Unfamiliar Voices: A Review of the Legacy of NCAD’s Art Programme in Portlaoise Prison, 1987-2010
Dr. Aislinn O’Donnell
“They don’t want you to think, they want to think for you”
“Who is ‘they’?”
“All of them, the system” Words of a prisoner
Through its art programme, the National College of Art and Design (NCAD) maintained a presence in Portlaoise Prison for almost a quarter of a century from 1987-2010. This element of the review of that time seeks to provide a context for this work, to capture the experienced quality of education offered by this programme for the range of stakeholders involved, and to offer a set of philosophical reflections drawn from the words of those interviewed in the process of reviewing the programme. These names have been anonymised throughout this document. They represent the wide range of perspectives of those who played an important role in terms of offering, supporting and participating in education in prison including Governors, Prison Officers, Head Teachers, a National Co-ordinator of Prison Education, Practitioner/Educators, Ex-Ordinary Prisoners and Ex-Political Prisoners. All interviews were recorded and all took place outside the prison. Some ex-prisoners undertook their study with NCAD at the beginning of the program whilst others were involved at the close of the program.
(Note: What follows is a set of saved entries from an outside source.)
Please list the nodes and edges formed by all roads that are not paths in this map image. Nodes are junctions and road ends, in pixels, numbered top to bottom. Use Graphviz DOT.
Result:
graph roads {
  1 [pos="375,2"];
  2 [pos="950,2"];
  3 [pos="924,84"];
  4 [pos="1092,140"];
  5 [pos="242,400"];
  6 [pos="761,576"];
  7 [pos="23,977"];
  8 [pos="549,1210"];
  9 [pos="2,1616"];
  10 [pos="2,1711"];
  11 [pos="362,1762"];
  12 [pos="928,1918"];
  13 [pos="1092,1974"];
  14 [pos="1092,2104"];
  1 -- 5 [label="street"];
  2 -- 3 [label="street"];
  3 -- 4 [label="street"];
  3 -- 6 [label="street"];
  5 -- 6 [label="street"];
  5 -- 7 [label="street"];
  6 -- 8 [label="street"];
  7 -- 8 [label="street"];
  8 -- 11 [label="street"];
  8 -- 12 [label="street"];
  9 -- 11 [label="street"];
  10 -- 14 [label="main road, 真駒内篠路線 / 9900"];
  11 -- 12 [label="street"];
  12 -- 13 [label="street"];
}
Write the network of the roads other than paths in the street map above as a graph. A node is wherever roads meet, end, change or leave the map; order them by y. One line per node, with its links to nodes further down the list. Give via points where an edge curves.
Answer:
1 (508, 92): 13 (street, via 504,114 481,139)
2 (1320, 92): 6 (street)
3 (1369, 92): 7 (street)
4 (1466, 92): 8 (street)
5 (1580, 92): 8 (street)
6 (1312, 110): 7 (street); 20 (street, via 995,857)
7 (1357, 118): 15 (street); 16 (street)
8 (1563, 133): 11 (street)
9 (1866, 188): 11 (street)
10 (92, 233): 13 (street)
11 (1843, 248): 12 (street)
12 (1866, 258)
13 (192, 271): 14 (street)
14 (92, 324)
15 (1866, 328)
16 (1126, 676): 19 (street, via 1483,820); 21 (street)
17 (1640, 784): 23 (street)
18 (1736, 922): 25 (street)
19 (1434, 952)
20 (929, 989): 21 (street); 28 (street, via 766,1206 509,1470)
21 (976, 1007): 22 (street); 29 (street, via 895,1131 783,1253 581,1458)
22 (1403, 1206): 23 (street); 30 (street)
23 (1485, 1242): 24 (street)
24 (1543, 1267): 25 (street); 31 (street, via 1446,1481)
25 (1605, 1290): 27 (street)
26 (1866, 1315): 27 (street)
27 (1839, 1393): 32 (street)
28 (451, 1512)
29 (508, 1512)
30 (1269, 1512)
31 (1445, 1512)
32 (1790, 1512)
As such, divergence in descriptions and evaluations of education in the prison may reflect these different periods. All participants had the right of response to the first version of this document. The conclusion will make a series of suggestions as to how the programme might be re-envisioned and re-initiated. It aims to communicate and evaluate the qualitative nature of the educative experience as narrated by key stakeholders thus offering a richer story than one that might be offered through more restrictive criteria of evaluation born of performance and audit based models of education.